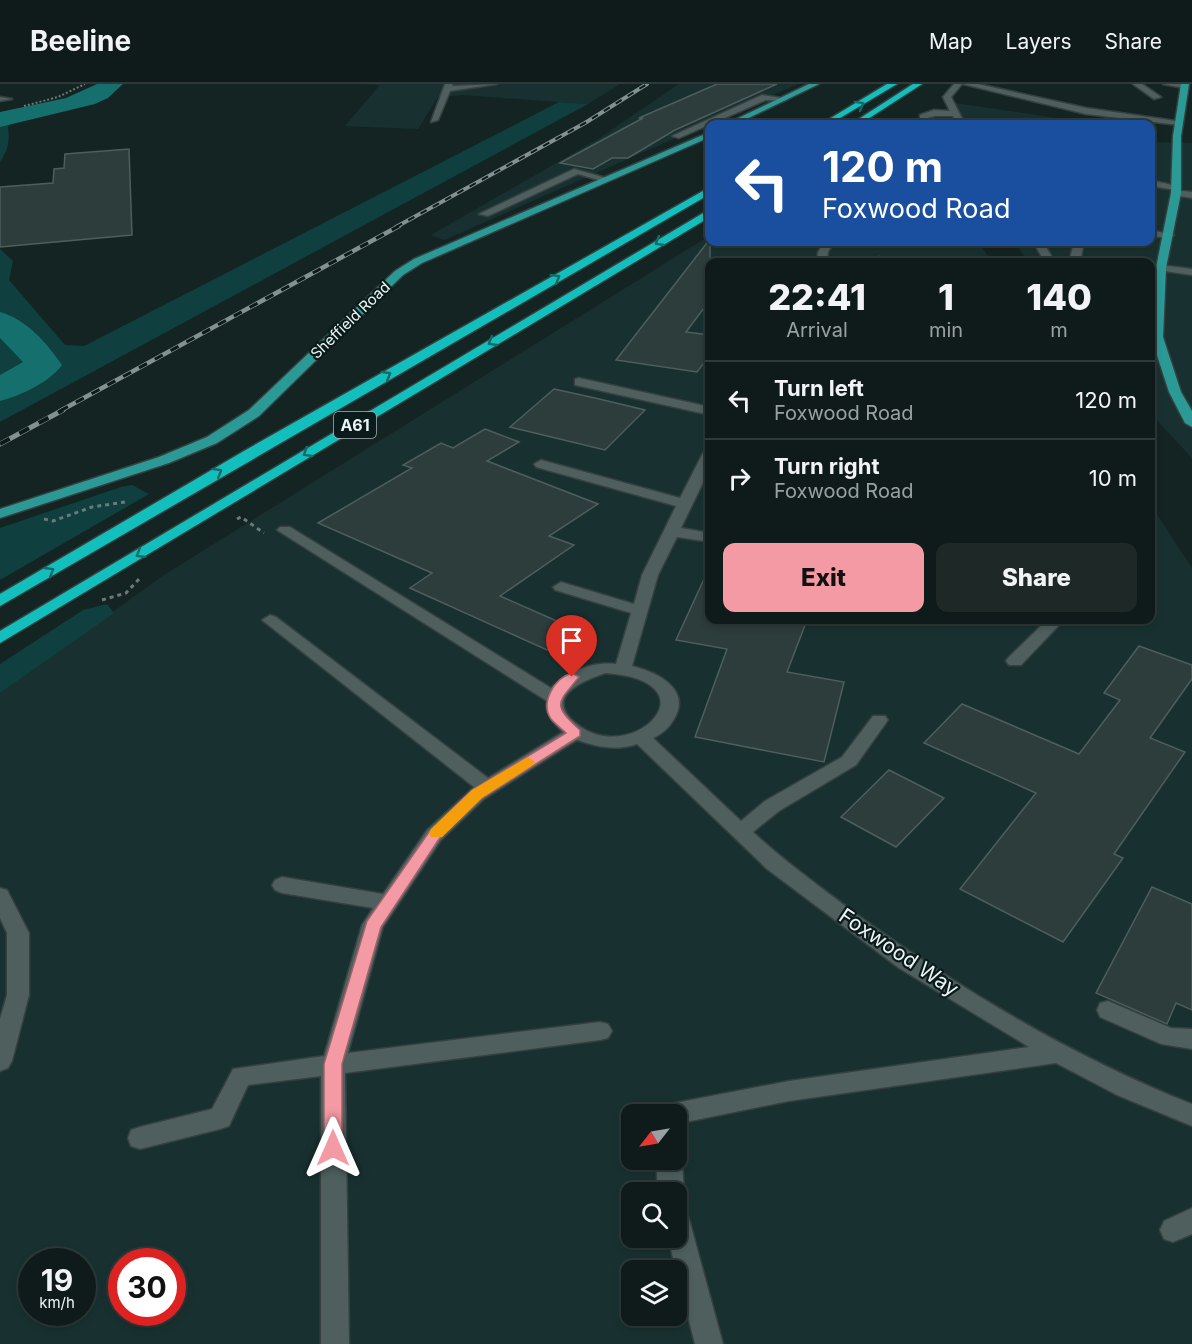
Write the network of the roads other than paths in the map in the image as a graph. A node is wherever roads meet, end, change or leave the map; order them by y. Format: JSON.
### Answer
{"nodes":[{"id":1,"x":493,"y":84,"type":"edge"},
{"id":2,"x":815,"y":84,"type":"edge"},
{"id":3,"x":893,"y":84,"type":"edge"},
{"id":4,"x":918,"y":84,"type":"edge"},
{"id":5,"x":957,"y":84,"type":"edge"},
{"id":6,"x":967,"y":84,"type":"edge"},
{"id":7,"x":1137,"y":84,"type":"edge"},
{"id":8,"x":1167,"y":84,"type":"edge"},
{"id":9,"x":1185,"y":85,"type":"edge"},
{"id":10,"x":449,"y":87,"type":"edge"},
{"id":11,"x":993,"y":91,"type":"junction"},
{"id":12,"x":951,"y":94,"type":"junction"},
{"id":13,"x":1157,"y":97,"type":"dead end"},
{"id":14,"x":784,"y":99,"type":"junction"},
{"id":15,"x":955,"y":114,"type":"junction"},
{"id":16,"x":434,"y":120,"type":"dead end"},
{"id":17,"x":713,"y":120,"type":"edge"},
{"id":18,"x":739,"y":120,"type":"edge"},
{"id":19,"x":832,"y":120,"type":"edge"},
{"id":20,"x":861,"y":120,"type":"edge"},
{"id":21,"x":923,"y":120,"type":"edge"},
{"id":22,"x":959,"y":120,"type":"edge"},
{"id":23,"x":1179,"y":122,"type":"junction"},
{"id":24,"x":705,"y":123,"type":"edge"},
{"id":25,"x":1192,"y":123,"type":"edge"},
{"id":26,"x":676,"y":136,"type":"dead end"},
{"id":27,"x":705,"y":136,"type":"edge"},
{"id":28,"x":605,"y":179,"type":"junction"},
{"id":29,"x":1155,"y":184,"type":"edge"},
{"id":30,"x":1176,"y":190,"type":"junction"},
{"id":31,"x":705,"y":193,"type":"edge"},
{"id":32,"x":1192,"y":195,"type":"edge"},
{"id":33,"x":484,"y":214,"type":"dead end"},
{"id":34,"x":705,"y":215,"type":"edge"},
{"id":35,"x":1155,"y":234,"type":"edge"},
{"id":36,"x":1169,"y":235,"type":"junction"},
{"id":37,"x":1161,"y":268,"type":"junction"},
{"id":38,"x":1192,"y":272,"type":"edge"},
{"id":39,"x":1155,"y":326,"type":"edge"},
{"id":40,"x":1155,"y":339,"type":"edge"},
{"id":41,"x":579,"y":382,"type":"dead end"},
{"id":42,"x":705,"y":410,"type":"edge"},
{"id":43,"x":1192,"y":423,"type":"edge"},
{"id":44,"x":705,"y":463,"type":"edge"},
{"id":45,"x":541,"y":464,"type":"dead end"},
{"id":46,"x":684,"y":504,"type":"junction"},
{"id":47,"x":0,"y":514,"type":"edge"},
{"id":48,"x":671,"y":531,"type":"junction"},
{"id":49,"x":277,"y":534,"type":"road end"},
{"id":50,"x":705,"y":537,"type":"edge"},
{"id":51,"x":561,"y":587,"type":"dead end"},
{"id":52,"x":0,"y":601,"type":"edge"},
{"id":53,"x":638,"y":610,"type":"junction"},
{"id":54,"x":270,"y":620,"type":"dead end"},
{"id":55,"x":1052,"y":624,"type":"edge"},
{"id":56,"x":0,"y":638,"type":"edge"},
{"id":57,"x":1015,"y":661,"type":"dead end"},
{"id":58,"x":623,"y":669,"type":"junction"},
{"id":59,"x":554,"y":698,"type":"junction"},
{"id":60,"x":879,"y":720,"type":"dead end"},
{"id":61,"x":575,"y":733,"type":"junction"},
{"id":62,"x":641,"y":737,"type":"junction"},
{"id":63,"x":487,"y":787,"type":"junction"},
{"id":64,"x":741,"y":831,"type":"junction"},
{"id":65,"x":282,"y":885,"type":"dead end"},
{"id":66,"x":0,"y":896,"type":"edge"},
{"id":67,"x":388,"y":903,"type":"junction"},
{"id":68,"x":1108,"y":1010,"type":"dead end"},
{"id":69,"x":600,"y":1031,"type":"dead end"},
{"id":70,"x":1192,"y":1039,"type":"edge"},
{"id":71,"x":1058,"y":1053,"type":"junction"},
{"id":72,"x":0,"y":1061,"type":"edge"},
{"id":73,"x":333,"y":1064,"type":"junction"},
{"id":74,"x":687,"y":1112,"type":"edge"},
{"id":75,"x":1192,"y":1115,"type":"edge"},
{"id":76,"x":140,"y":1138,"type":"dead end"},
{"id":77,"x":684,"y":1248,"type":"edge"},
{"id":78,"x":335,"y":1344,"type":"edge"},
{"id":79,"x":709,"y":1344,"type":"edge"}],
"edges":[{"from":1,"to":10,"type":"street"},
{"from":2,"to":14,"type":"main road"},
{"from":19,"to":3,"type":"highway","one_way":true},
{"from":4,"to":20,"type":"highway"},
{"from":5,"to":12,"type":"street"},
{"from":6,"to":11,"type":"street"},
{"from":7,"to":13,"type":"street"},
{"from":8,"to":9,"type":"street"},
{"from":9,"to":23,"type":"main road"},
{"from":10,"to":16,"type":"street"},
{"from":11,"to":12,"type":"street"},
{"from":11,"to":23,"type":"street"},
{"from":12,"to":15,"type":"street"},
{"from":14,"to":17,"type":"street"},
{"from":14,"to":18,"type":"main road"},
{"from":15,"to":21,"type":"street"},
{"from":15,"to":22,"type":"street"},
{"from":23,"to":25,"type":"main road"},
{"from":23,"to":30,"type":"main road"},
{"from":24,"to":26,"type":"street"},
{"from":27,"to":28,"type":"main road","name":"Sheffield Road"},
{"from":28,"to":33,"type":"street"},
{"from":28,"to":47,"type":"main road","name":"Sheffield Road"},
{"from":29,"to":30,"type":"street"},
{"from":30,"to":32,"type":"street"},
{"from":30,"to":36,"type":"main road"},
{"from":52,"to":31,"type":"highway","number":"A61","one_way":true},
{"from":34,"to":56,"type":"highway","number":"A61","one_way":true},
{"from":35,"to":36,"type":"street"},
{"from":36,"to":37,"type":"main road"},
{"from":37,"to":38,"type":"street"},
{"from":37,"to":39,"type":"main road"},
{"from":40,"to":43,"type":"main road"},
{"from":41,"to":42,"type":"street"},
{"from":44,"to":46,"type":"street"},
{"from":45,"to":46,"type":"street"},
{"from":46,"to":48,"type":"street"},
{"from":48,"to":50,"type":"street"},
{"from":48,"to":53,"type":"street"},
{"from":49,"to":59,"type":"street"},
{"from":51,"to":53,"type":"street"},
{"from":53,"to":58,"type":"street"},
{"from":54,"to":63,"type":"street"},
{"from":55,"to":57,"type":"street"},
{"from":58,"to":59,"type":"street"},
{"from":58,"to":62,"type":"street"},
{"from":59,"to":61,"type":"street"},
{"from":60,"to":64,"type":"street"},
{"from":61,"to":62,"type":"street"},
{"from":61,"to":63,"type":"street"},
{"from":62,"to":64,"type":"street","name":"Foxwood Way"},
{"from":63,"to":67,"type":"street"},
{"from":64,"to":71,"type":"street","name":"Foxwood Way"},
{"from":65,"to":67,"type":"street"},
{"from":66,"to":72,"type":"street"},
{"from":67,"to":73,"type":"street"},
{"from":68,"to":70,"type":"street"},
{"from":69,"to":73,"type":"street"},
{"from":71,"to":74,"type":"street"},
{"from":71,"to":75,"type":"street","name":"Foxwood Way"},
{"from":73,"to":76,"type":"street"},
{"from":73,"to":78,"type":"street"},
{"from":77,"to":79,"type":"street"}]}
· · · ·
- **GOAL OF THE EXERCISE**
Each line in the data above either holds "name" or does not. State how many do, as a bare number.

- **YOUR RESPONSE**
5